Ghana’s inflation rate eased further to 3.2 per cent in March 2026, down slightly from 3.3 per cent in February, according to data released by the Ghana Statistical Service. The figure marks a sharp decline from 22.4 per cent a year earlier and extends the country’s disinflation streak to 15 consecutive months, offering further validation of the monetary policy tightening implemented by the Bank of Ghana.
On a monthly basis, prices rose marginally by 0.1 per cent, indicating mild upward pressure but remaining within a stable range. Food inflation slowed to 2.3 per cent, with prices actually declining month-on-month, offering some relief to households that have struggled with elevated food costs over the past two years. Non-food inflation also edged lower to 3.9 per cent, though prices in this category increased slightly on a monthly basis.
A key driver of the decline was a sharp slowdown in goods inflation, which dropped to 1.7 per cent, while imported goods recorded deflation—a reflection of the cedi’s relative stability and softening global commodity prices. However, services inflation surged to 7.2 per cent, pointing to rising cost pressures in sectors such as hospitality, transportation, and professional services. This divergence between goods and services inflation suggests that while imported price pressures have eased, domestic cost dynamics remain challenging.

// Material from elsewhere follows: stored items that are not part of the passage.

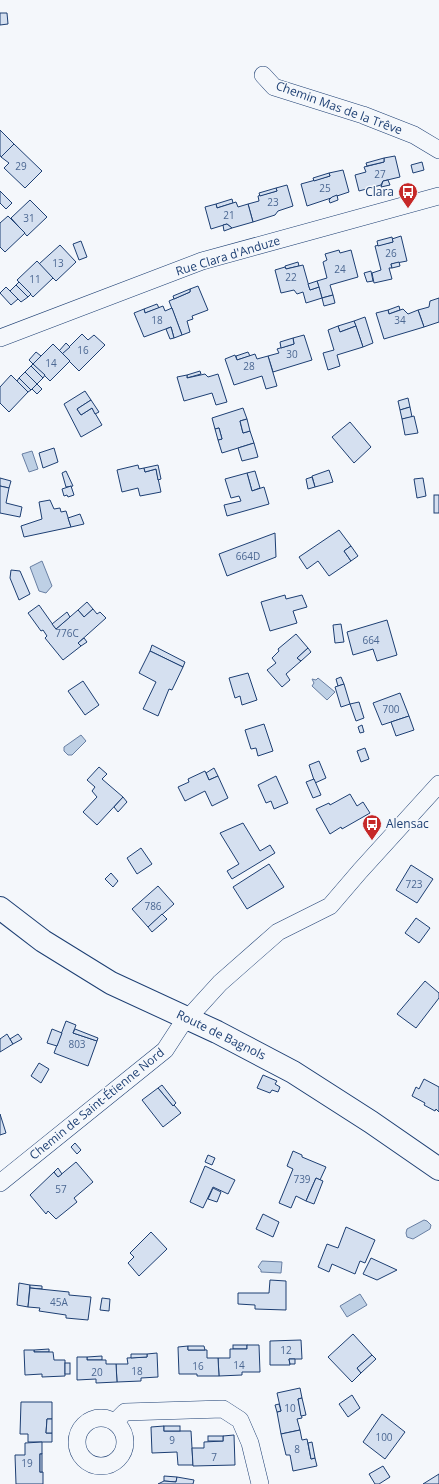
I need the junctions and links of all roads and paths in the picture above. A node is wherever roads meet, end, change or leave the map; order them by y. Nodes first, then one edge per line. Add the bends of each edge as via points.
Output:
1 (263, 75) dead end
2 (439, 150) edge
3 (439, 196) edge
4 (0, 338) edge
5 (439, 784) edge
6 (0, 908) edge
7 (188, 1018) junction
8 (439, 1170) edge
9 (0, 1183) edge
10 (115, 1422) dead end
11 (260, 1484) edge

1 - 2 street, Chemin Mas de la Trêve via 274,87 363,115 414,135
3 - 4 street, Rue Clara d'Anduze via 202,262
5 - 7 street, Chemin de Saint-Étienne Nord via 330,906 278,932 220,983
6 - 7 main road, Route de Bagnols via 77,964 111,983
7 - 8 main road, Route de Bagnols via 293,1072 372,1122
7 - 9 street, Chemin de Saint-Étienne Nord via 165,1050
10 - 11 street via 125,1412 223,1409 240,1420 250,1442

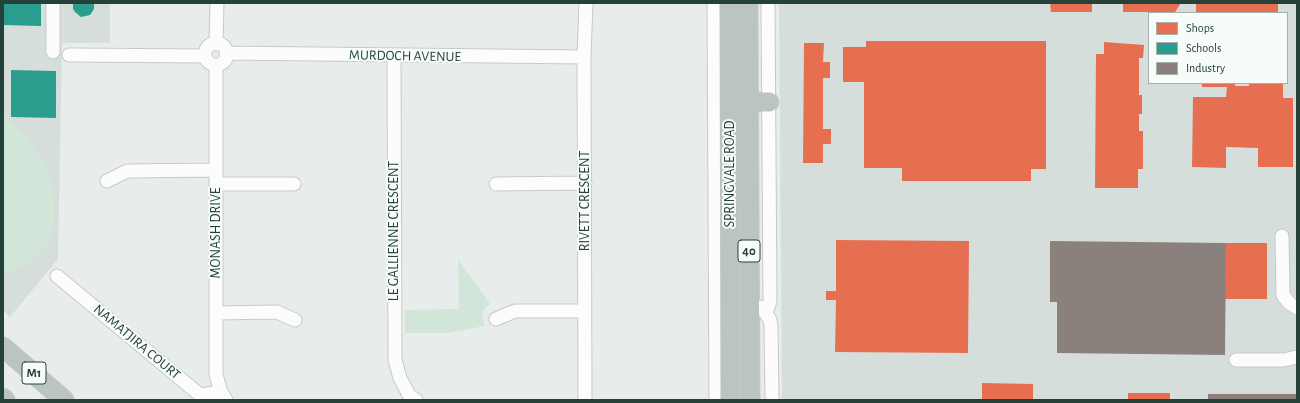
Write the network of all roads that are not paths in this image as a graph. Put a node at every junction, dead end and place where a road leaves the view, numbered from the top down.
1 (54, 3) edge
2 (217, 3) edge
3 (586, 3) edge
4 (714, 3) edge
5 (748, 3) edge
6 (768, 3) edge
7 (724, 14) edge
8 (216, 44) junction
9 (52, 52) dead end
10 (226, 53) junction
11 (69, 56) dead end
12 (205, 56) junction
13 (394, 56) junction
14 (584, 57) junction
15 (216, 65) junction
16 (729, 102) junction
17 (749, 102) junction
18 (769, 102) junction
19 (216, 170) junction
20 (107, 181) dead end
21 (585, 183) junction
22 (216, 184) junction
23 (294, 184) dead end
24 (496, 184) dead end
25 (1282, 236) dead end
26 (769, 247) junction
27 (749, 262) junction
28 (57, 276) dead end
29 (749, 299) junction
30 (1297, 308) edge
31 (584, 311) junction
32 (765, 312) junction
33 (216, 313) junction
34 (496, 319) dead end
35 (295, 320) dead end
36 (749, 343) junction
37 (723, 344) junction
38 (3, 347) edge
39 (1297, 357) edge
40 (1236, 360) dead end
41 (223, 396) edge
42 (64, 400) edge
43 (416, 400) edge
44 (585, 400) edge
45 (716, 400) edge
46 (730, 400) edge
47 (750, 400) edge
48 (772, 400) edge

1 - 9 street
2 - 8 street
3 - 14 street, RIVETT CRESCENT
4 - 7 street
5 - 17 highway, SPRINGVALE ROAD / 40
6 - 18 street
7 - 16 highway, SPRINGVALE ROAD / 40
7 - 37 street
8 - 10 street
8 - 12 street
10 - 13 street, MURDOCH AVENUE
10 - 15 street
11 - 12 street
12 - 15 street
13 - 14 street, MURDOCH AVENUE
13 - 43 street, LE GALLIENNE CRESCENT
14 - 21 street, RIVETT CRESCENT
15 - 19 street, MONASH DRIVE
16 - 17 highway
16 - 37 highway, SPRINGVALE ROAD / 40
17 - 18 highway
17 - 27 highway, SPRINGVALE ROAD / 40
18 - 26 street
19 - 20 street
19 - 22 street, MONASH DRIVE
21 - 24 street
21 - 31 street, RIVETT CRESCENT
22 - 23 street
22 - 33 street, MONASH DRIVE
25 - 30 street
26 - 27 street
26 - 32 street
27 - 29 highway, SPRINGVALE ROAD / 40
28 - 41 street, NAMATJIRA COURT
29 - 32 street
29 - 36 highway, SPRINGVALE ROAD / 40
31 - 34 street
31 - 44 street, RIVETT CRESCENT
32 - 48 street
33 - 35 street
33 - 41 street, MONASH DRIVE
36 - 37 highway
36 - 47 highway, SPRINGVALE ROAD / 40
37 - 45 street
37 - 46 highway, SPRINGVALE ROAD / 40
38 - 42 highway, M1
39 - 40 street

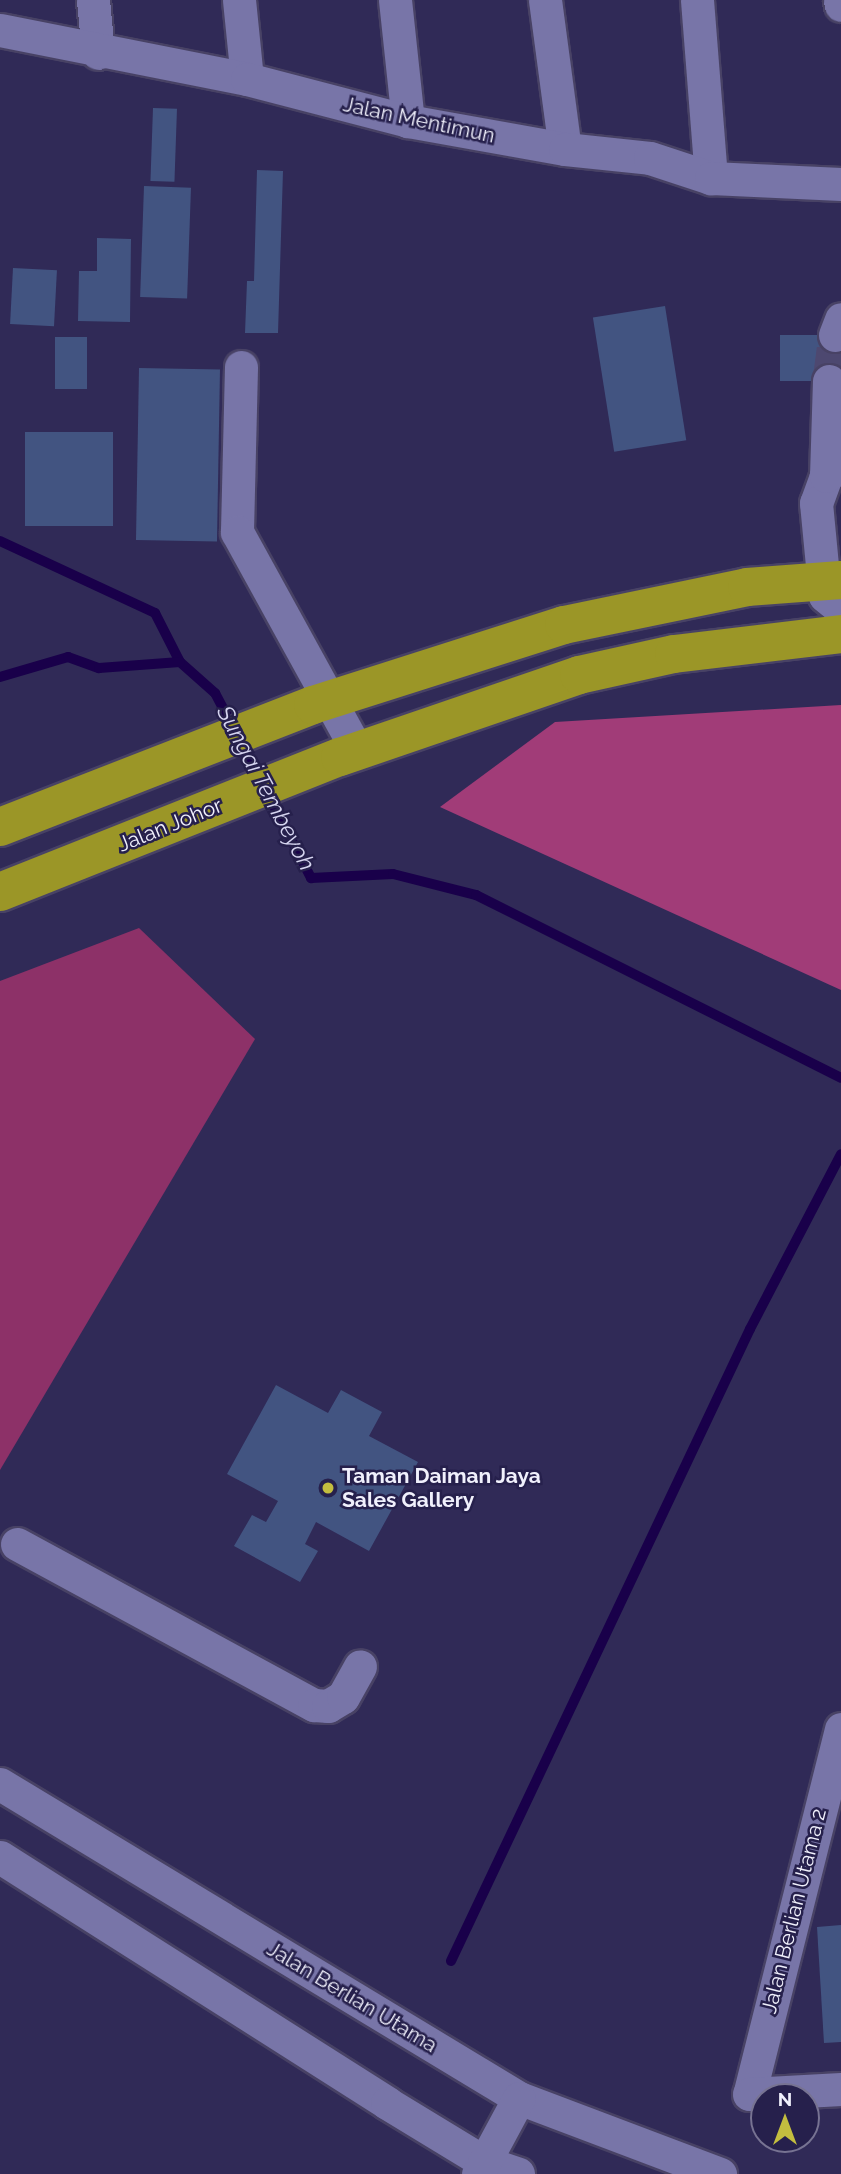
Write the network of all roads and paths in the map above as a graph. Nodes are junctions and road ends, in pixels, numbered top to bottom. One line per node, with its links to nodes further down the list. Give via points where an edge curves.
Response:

Despite the overall improvements in price stability, regional disparities persist, with some parts of the country experiencing higher inflation rates than others. The rising service costs also indicate that underlying economic challenges remain, including infrastructure gaps, energy costs, and wage pressures that feed into pricing decisions across the services sector.
For the Bank of Ghana, the sustained disinflation provides room to consider monetary policy easing, though the central bank is likely to remain cautious given the services inflation trajectory and external risks. The policy rate has remained elevated for an extended period, supporting the cedi and anchoring inflation expectations, but also constraining credit growth and private sector investment.
The economic implications extend beyond price stability. Lower inflation supports household purchasing power, reduces uncertainty for businesses, and improves the government’s fiscal position by lowering debt service costs on inflation-linked instruments. However, the sustainability of the disinflation trend will depend on continued fiscal discipline, exchange rate management, and the absence of external shocks.